── Exercise data ──
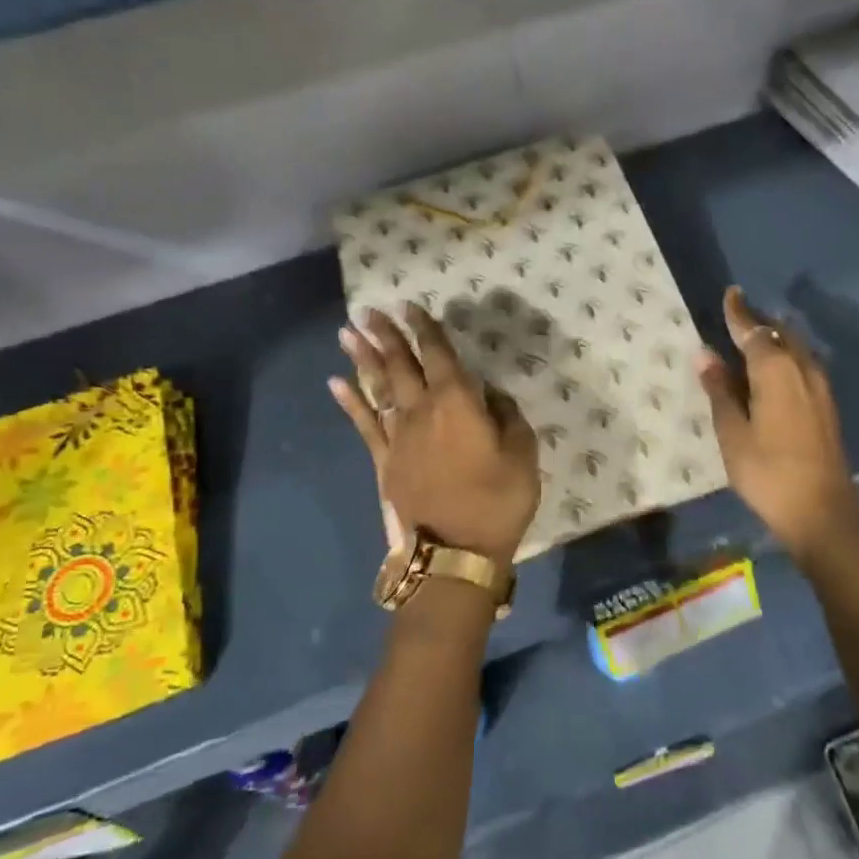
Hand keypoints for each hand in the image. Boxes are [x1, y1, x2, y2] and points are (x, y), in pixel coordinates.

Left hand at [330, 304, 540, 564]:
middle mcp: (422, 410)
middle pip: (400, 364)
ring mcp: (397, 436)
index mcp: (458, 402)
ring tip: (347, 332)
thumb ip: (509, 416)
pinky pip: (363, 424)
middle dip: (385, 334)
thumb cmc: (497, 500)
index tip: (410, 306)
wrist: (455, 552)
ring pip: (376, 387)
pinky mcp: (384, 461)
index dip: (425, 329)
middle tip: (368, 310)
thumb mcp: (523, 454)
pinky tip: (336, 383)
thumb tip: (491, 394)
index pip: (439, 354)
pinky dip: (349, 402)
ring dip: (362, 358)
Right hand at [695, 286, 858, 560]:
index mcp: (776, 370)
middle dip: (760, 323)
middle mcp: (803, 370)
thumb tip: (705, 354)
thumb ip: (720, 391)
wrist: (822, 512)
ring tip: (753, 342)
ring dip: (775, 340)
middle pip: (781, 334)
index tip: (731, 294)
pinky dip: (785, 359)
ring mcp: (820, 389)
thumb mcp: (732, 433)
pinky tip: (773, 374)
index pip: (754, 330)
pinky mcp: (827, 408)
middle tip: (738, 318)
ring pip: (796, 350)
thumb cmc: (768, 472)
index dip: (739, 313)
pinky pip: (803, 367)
───
── Exercise data ──
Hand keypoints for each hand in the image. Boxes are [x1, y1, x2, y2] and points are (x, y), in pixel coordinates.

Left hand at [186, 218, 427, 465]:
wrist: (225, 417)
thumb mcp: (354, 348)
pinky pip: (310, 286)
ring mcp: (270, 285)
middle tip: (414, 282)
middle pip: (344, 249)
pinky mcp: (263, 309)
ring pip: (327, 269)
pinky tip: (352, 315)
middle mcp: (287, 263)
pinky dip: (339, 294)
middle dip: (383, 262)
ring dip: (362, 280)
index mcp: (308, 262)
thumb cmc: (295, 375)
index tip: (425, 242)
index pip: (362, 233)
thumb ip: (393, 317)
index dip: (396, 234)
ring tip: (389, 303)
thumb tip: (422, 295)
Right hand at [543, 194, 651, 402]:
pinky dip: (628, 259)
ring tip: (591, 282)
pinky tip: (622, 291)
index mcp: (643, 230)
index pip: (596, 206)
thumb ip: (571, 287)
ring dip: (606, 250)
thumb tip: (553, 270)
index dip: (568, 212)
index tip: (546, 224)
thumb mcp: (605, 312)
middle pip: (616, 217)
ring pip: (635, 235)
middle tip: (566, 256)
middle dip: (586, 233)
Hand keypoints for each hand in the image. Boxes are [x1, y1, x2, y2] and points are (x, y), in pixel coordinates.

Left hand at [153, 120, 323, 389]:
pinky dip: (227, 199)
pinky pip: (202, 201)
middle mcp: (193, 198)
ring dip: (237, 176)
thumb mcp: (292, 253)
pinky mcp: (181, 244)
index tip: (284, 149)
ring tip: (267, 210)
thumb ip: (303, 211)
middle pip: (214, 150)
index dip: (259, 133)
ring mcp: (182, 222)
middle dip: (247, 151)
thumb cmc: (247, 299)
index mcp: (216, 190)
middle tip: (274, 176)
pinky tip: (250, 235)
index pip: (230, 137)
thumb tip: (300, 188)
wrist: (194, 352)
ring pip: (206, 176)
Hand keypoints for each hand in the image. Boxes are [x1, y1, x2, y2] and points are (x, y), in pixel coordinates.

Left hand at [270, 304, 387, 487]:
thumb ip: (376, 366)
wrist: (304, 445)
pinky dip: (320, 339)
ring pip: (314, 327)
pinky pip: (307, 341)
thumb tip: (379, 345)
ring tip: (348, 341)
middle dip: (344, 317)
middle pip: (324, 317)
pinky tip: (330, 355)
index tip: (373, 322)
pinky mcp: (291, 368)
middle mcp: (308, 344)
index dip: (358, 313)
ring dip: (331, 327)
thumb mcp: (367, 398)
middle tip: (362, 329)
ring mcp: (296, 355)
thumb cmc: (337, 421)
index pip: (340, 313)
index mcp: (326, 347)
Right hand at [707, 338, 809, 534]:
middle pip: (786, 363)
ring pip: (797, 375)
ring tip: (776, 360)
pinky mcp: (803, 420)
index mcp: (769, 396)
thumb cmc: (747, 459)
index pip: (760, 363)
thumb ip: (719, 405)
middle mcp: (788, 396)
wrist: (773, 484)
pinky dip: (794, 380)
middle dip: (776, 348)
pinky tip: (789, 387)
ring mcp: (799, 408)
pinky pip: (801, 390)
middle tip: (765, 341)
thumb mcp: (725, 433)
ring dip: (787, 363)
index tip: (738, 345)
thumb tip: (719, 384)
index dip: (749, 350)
───
Task to carry out — Repeat word for word the lines above that run from the line containing "middle dip: (247, 151)" through the line containing "middle dip: (344, 317)", both ends included, and nothing else.

Exercise solution —
middle dip: (247, 151)
thumb cmc: (247, 299)
index mcp: (216, 190)
middle tip: (274, 176)
pinky tip: (250, 235)
index pip: (230, 137)
thumb tip: (300, 188)
wrist: (194, 352)
ring pip: (206, 176)
Hand keypoints for each hand in the image. Boxes are [x1, y1, x2, y2] and points are (x, y), in pixel coordinates.

Left hand at [270, 304, 387, 487]:
thumb ip: (376, 366)
wrist: (304, 445)
pinky dip: (320, 339)
ring pip: (314, 327)
pinky pip: (307, 341)
thumb tip: (379, 345)
ring tip: (348, 341)
middle dip: (344, 317)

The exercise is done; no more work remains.